▶ [WORK INSTRUCTIONS] This task calls for copying every line in the data below that contains the word "nodes".

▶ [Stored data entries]
##########

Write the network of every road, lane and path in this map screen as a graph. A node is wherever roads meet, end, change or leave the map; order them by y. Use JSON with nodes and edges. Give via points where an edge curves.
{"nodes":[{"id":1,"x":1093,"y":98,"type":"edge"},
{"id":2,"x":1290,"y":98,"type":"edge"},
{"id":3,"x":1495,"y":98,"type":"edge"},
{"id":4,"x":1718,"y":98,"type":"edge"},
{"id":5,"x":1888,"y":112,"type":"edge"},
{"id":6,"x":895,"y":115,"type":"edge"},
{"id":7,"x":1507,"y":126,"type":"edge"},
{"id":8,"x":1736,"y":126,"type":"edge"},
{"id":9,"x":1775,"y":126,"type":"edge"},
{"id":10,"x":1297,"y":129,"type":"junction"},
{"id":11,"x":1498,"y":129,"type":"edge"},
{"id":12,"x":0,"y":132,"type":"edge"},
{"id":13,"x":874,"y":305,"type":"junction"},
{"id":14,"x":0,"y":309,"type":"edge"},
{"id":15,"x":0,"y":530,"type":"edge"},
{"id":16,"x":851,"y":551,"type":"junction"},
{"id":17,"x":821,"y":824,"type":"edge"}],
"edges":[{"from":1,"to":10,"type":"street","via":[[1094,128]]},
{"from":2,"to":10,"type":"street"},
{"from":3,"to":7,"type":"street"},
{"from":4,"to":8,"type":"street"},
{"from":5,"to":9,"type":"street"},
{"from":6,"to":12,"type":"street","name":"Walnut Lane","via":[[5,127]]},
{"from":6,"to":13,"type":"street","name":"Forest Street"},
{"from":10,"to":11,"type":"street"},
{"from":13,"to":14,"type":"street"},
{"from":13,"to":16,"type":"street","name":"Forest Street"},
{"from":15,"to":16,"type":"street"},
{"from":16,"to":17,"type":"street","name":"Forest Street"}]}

##########

▶ [EXERCISE OUTPUT]
Write the network of every road, lane and path in this map screen as a graph. A node is wherever roads meet, end, change or leave the map; order them by y. Use JSON with nodes and edges. Give via points where an edge curves.
{"nodes":[{"id":1,"x":1093,"y":98,"type":"edge"},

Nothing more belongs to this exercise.